In derzeit 17 Gärten bewirtschaften über 200 ehrenamtliche „GemüseheldInnen“ Frankfurter Böden. Die Warteliste der Interessierten ist lang. „Es fehlt an weiterer Fläche und an bezahlten Stellen für die Koordination des Projekts.“ Die Mittdreißigerinnen haben gemeinsam zwei Kinder und feste Jobs.

Auch wenn die Heldinnen zum Verein „Bionales“ gehören und darüber institutionalisiert sind, hauptverantwortliche Mitarbeiter:innen fehlen: „An dieser Stelle wünschen wir uns von der Stadtpolitik Finanzmittel, um Stellen schaffen zu können. Das wäre ein Schritt in die richtige Richtung für die Frankfurter Ernährungswende.“ Auch Setzer und Ranck versprechen sich viel von der mehrheitlich grünen Stadtregierung.

All das kann funktionieren, und das ist die Botschaft dieser Menschen, wenn sich das Konsumverhalten, die Konsumgewohnheiten der Verbraucherinnen und Verbraucher radikal ändern. „Saisonal und viel weniger Fleisch“, sagt Silas Müller. Es brauche Aufklärung. Projekte an Kindergärten und Schulen, in Stadtteilzentren.

„Klimakrise wartet nicht auf langwierige Entscheidungsfindungen“

Es brauche solidarische Landwirtschaftsnetzwerke, die Lobbyarbeit in ihrer Region machen, es brauche politischen Willen und Mut, alle auf diesem Weg mitzunehmen. „Wir haben gar keine andere Wahl. Es ist fünf nach zwölf.
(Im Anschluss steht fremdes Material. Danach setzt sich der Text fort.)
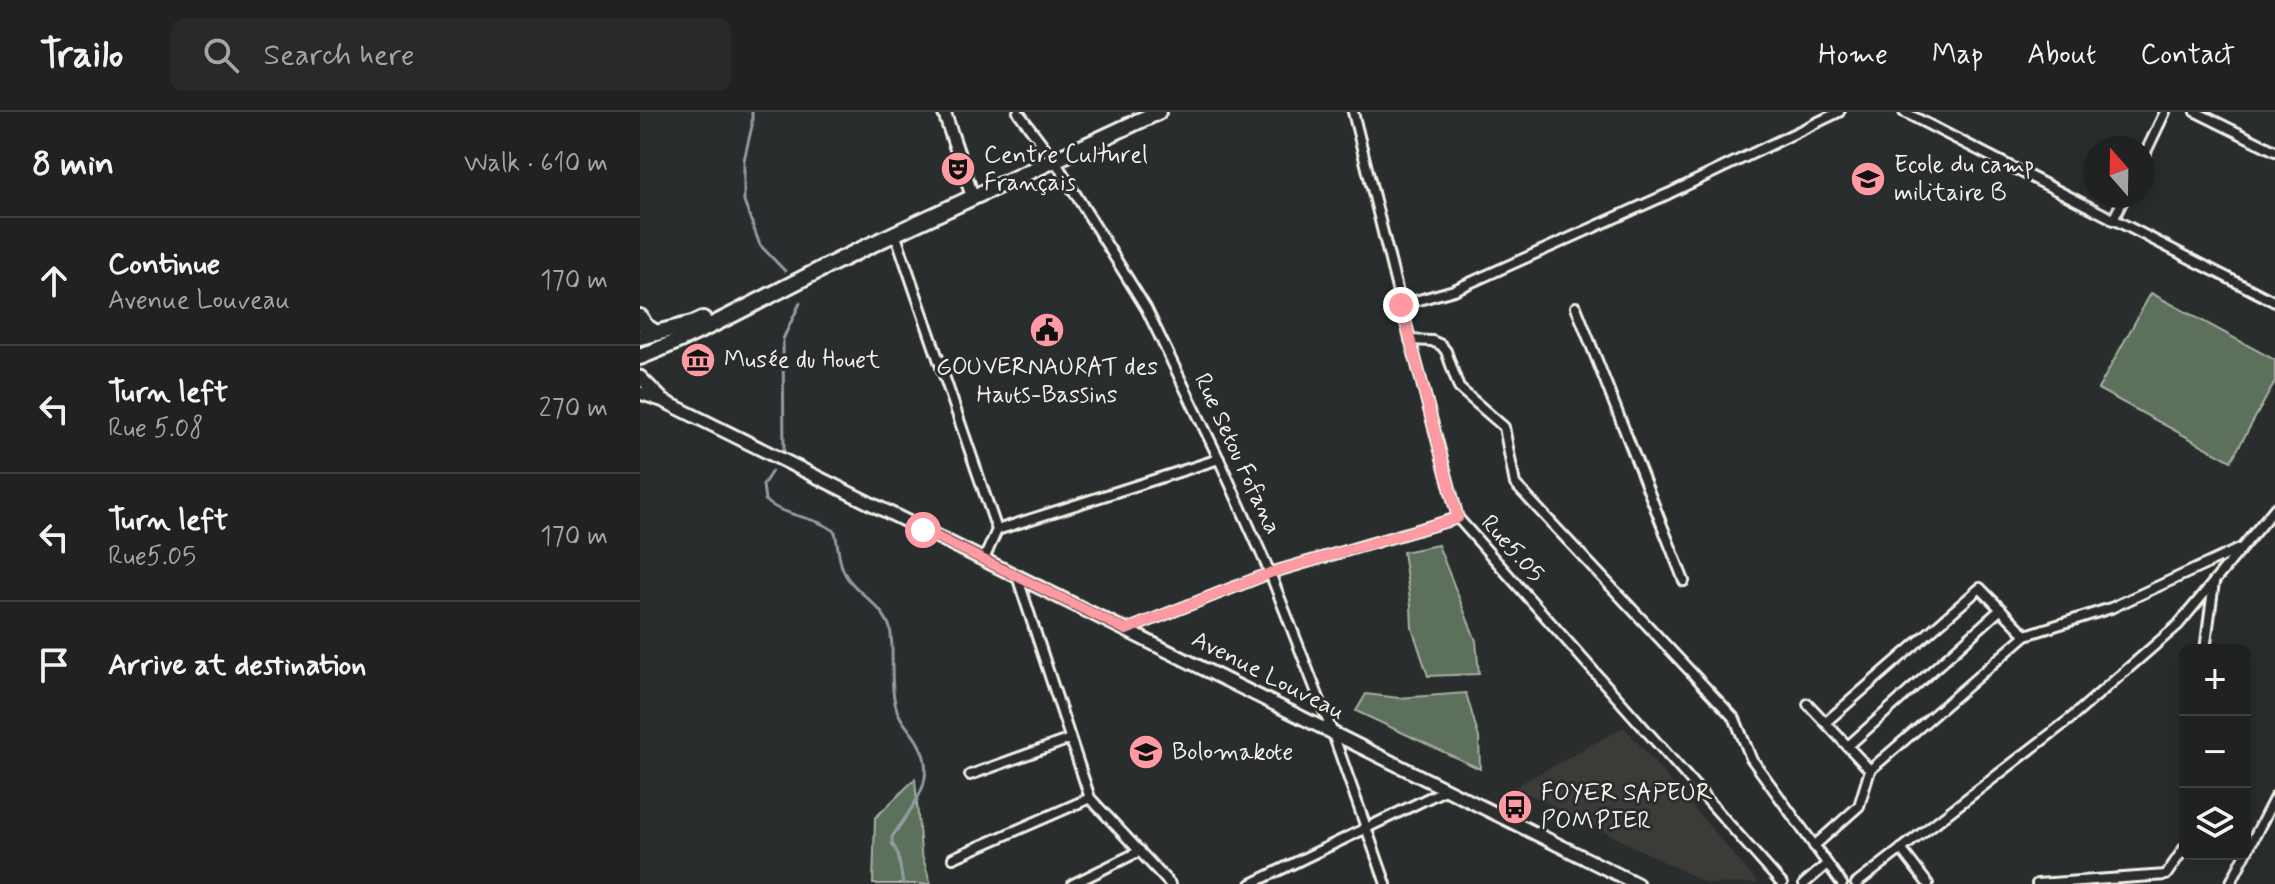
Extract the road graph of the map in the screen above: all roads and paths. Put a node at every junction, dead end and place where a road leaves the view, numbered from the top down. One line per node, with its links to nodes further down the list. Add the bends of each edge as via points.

Die Klimakrise wartet nicht auf langwierige Entscheidungsfindungen.“ Müller ist nicht resigniert. Er ist ein Macher. Genau wie Joerg Weber, Laura Setzer und Juliane Ranck. Sie alle verändern Frankfurt von unten, sie füllen die Utopie einer städtischen Ernährungnssouveränität mit Leben.